Oral Papers: Palliative Care & Oncology II
Background/Significance: Death Cafés are non-profit social franchises that arise in communities to serve as informal forums on death. Spreading in a volunteer-based, grassroots fashion, there are thousands of Death Cafes taking place (www.deathcafe.com) in over 65 countries internationally. A great need exists within the medical community for the kind of conversations that Death Cafés foster: open, unstructured, spontaneous, and interdisciplinary dialogue on death and dying. Burnout is a prevalent global crisis in healthcare, due, in part, to the vicarious trauma from our work with the dying. While open-forum community-based Death Cafes exist widely, we found no evidence in the literature to suggest that healthcare settings have adapted this model for fostering debriefings among hospital employees. This work could be one future domain of the C-L subspecialty.

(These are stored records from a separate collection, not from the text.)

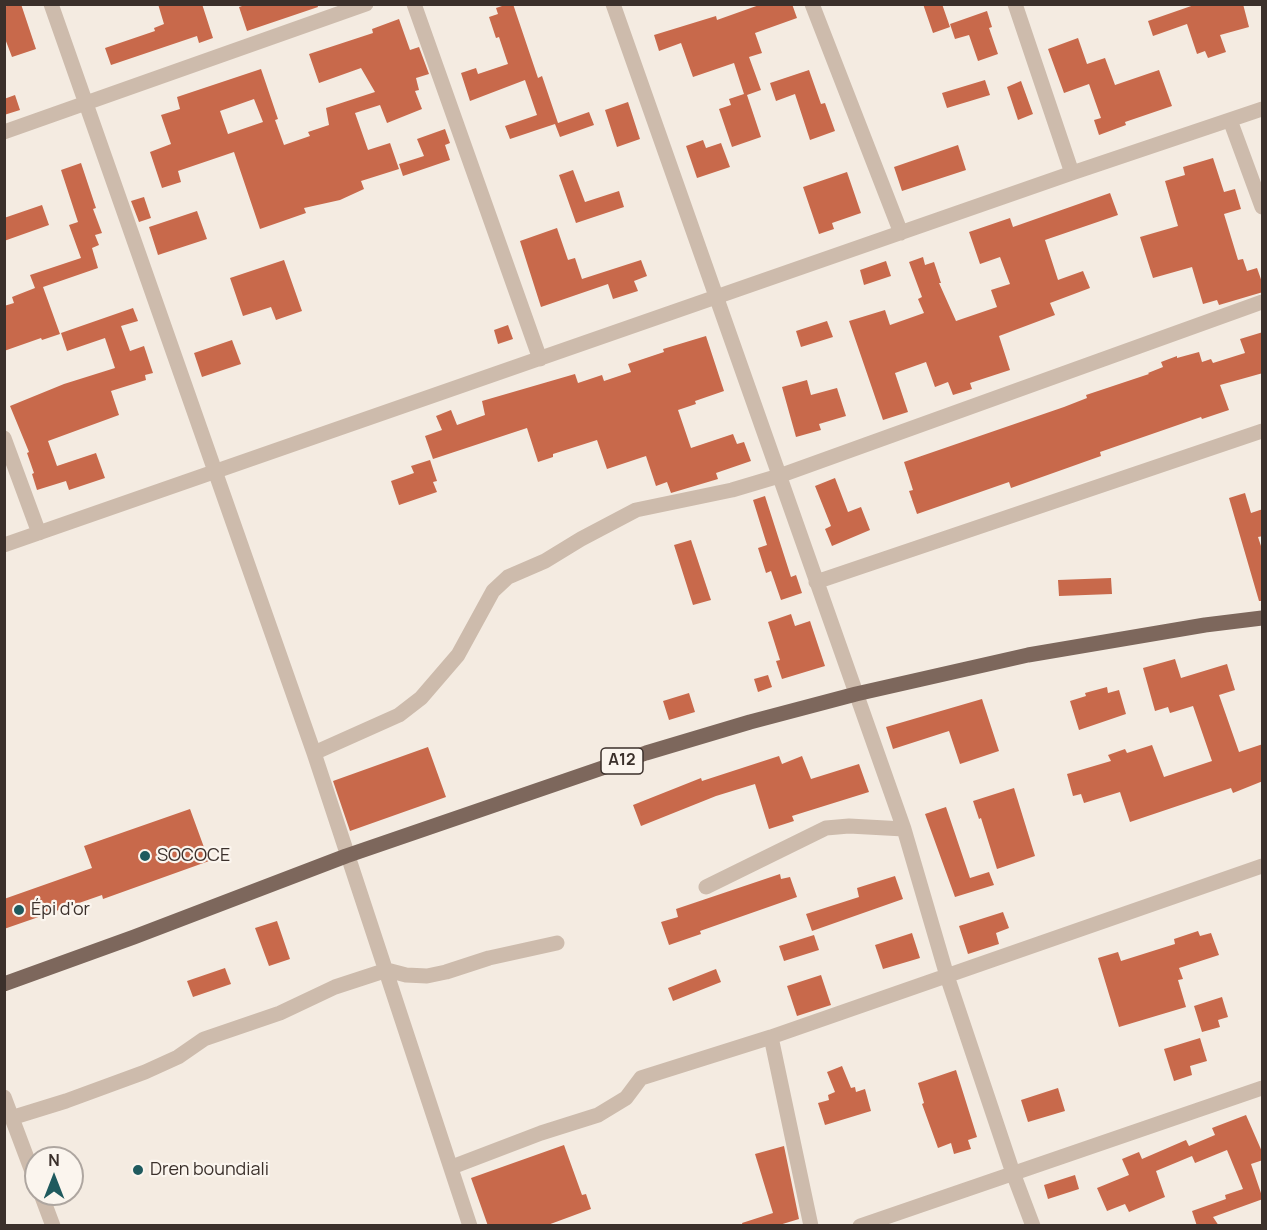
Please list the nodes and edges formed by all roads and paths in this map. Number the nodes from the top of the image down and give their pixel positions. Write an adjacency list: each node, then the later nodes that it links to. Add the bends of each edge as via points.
1 (51, 4): 7 (street)
2 (366, 4): 7 (street)
3 (414, 4): 16 (street)
4 (613, 4): 14 (street)
5 (812, 4): 13 (street)
6 (1015, 4): 11 (street)
7 (85, 104): 10 (street); 19 (street)
8 (1263, 109): 9 (street)
9 (1230, 120): 11 (street); 12 (street)
10 (4, 132)
11 (1072, 173): 13 (street)
12 (1263, 207)
13 (901, 233): 14 (street)
14 (716, 298): 16 (street); 20 (street)
15 (1263, 302): 20 (street)
16 (540, 359): 19 (street)
17 (1263, 431): 23 (street)
18 (4, 438): 21 (street)
19 (215, 472): 21 (street); 26 (street)
20 (779, 476): 23 (street); 26 (street, via 636,510 508,577 493,591 458,655 421,698 399,715)
21 (39, 533): 22 (street)
22 (4, 545)
23 (816, 582): 25 (street)
24 (1263, 618): 25 (main road, A12, via 1028,655)
25 (856, 694): 27 (street); 28 (main road, A12, via 645,753)
26 (314, 753): 28 (street)
27 (904, 829): 30 (street, via 826,828); 33 (street)
28 (346, 856): 32 (street); 34 (main road, A12)
29 (1263, 866): 33 (street)
30 (706, 887)
31 (557, 943): 32 (street, via 427,976)
32 (387, 970): 38 (street, via 334,987 280,1013 204,1040 145,1072); 40 (street)
33 (947, 976): 35 (street); 41 (street)
34 (4, 984)
35 (771, 1037): 40 (street, via 641,1078 626,1098 598,1115); 45 (street)
36 (1263, 1088): 41 (street)
37 (4, 1096): 38 (street)
38 (11, 1118): 39 (street)
39 (24, 1151)
40 (452, 1167): 44 (street)
41 (1013, 1173): 46 (street); 47 (street)
42 (46, 1206): 43 (street)
43 (53, 1226)
44 (470, 1226)
45 (811, 1226)
46 (860, 1226)
47 (1034, 1226)

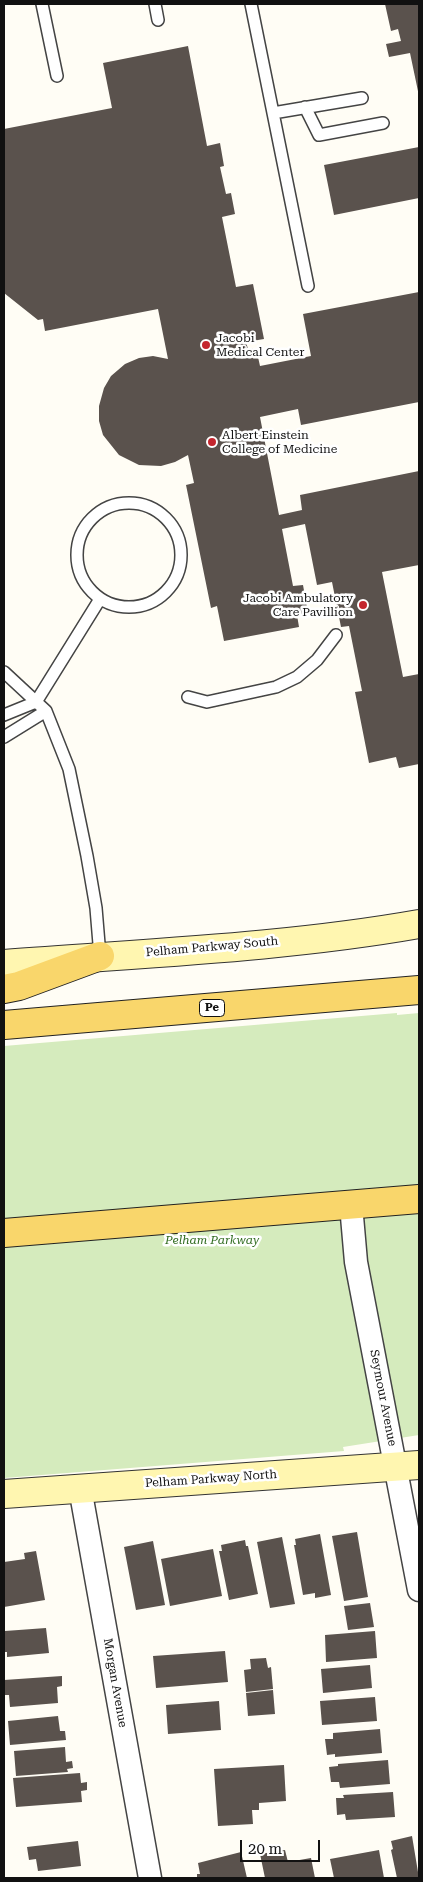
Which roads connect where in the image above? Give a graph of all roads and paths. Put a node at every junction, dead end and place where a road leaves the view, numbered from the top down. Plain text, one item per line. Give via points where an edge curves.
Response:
1 (42, 4) edge
2 (155, 4) edge
3 (251, 4) edge
4 (158, 20) dead end
5 (56, 76) dead end
6 (362, 98) dead end
7 (305, 108) junction
8 (273, 113) junction
9 (382, 123) dead end
10 (308, 286) dead end
11 (100, 599) junction
12 (336, 635) dead end
13 (4, 672) edge
14 (188, 696) dead end
15 (36, 702) junction
16 (46, 711) junction
17 (4, 715) edge
18 (4, 736) edge
19 (419, 924) edge
20 (100, 956) junction
21 (4, 964) edge
22 (4, 989) edge
23 (419, 990) edge
24 (4, 1025) edge
25 (419, 1199) edge
26 (352, 1205) junction
27 (4, 1233) edge
28 (407, 1466) edge
29 (80, 1488) junction
30 (4, 1494) edge
31 (419, 1590) edge
32 (150, 1878) edge

1 - 5 lane
2 - 4 lane
3 - 8 lane
6 - 7 lane
7 - 8 lane
7 - 9 lane via 319,135
8 - 10 lane
11 - 11 lane via 87,586 79,570 77,552 81,534 106,508 142,505 158,512 178,537 179,570 172,584 147,604 115,606
11 - 15 lane
12 - 14 lane via 317,660 297,677 276,687 207,702
13 - 15 lane
15 - 16 lane
15 - 17 lane
16 - 18 lane
16 - 20 lane via 69,769 89,865
19 - 20 street, Pelham Parkway South via 326,937
20 - 21 street, Pelham Parkway South
20 - 22 main road
23 - 24 main road, Pe
25 - 26 main road
26 - 27 main road
26 - 28 street, Seymour Avenue via 356,1262
28 - 29 street, Pelham Parkway North
28 - 31 street, Seymour Avenue
29 - 30 street, Pelham Parkway North
29 - 32 street, Morgan Avenue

Methods: In an effort to study healthcare worker burnout, we piloted a hospital-exclusive Death Café, sponsored by a hospital wellness committee in a large, public, urban, Level I Trauma center. Quarterly, we offered voluntary sessions in a private space to hospital employees. We advertised by internal email. The sessions were facilitated by psychiatrists who have two years of experience hosting community-based Death Cafés and also work in C-L psychiatry. Participants completed surveys after each session to examine anxiety, moral distress, avoidance, fear, intrusive thoughts and dysphoria as related to death. Qualitative attitudes and feedback was also collected.
Results/Discussion: In our presentation, we will introduce the concept and practice of hospital-based Death Cafes. We can share complete survey results aggregated over one year. Our interim results show 60% of our attendees self-report burnout symptoms. Our sample (n= 35) includes physicians (intensive care, internists, palliative specialists, specialty and trauma surgeons, residents, trauma psychologists, social workers, hospital technicians (autopsy and phlebotomy), nurses (outpatient, ICU and med-surg), and students of medicine, psychology and nursing. Other interim results demonstrate 62% of participants reporting moral distress related to patient care within the last month. 94% of our attendees believe that regular attendance of Death Cafés can positively affect burnout and depersonalization.
Conclusions/Implication: From our experience, hospital-based Death Cafes are a feasible and effective tool to address burnout. Perhaps these safe spaces can be fostered as a natural extension of the inherent role of the C-L psychiatrist within hospitals—to be a liaison, a facilitator of tough conversations. Should the phenomenon of Death Cafés take off in hospitals as it has in communities internationally, we propose that this intervention be studied for its effect on healthcare worker burnout.
Death Café. “What is Death Cafe?” Accessed March 26, 2019. https://deathcafe.com/what/.
Shanafelt, Tait. “Enhancing meaning in work: a prescription for preventing physician burnout and promoting patient-centered care.” JAMA, 302, no 12 (2009): 1338–1340.